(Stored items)
——————

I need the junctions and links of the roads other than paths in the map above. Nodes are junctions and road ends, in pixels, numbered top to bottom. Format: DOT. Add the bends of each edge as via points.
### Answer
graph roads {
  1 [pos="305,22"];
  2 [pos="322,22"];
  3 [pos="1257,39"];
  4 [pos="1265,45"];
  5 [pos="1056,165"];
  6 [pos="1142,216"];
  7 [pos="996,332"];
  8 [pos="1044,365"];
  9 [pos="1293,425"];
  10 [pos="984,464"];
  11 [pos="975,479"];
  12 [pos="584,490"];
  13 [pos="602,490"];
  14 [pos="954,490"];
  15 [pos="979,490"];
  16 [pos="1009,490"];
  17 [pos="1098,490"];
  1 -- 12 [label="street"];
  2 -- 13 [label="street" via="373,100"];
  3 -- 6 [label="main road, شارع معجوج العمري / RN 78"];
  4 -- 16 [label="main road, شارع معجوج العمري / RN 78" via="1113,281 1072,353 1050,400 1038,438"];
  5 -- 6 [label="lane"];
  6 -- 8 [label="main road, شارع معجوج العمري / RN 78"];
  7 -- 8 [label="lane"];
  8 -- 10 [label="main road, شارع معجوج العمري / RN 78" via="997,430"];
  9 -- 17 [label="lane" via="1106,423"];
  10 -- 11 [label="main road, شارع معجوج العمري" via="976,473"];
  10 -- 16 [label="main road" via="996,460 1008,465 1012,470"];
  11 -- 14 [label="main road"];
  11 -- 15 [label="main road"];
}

——————

Instructions to follow | Restate the records from above exactly as they read.

Answer box |
I need the junctions and links of the roads other than paths in the map above. Nodes are junctions and road ends, in pixels, numbered top to bottom. Format: DOT. Add the bends of each edge as via points.
### Answer
graph roads {
  1 [pos="305,22"];
  2 [pos="322,22"];
  3 [pos="1257,39"];
  4 [pos="1265,45"];
  5 [pos="1056,165"];
  6 [pos="1142,216"];
  7 [pos="996,332"];
  8 [pos="1044,365"];
  9 [pos="1293,425"];
  10 [pos="984,464"];
  11 [pos="975,479"];
  12 [pos="584,490"];
  13 [pos="602,490"];
  14 [pos="954,490"];
  15 [pos="979,490"];
  16 [pos="1009,490"];
  17 [pos="1098,490"];
  1 -- 12 [label="street"];
  2 -- 13 [label="street" via="373,100"];
  3 -- 6 [label="main road, شارع معجوج العمري / RN 78"];
  4 -- 16 [label="main road, شارع معجوج العمري / RN 78" via="1113,281 1072,353 1050,400 1038,438"];
  5 -- 6 [label="lane"];
  6 -- 8 [label="main road, شارع معجوج العمري / RN 78"];
  7 -- 8 [label="lane"];
  8 -- 10 [label="main road, شارع معجوج العمري / RN 78" via="997,430"];
  9 -- 17 [label="lane" via="1106,423"];
  10 -- 11 [label="main road, شارع معجوج العمري" via="976,473"];
  10 -- 16 [label="main road" via="996,460 1008,465 1012,470"];
  11 -- 14 [label="main road"];
  11 -- 15 [label="main road"];
}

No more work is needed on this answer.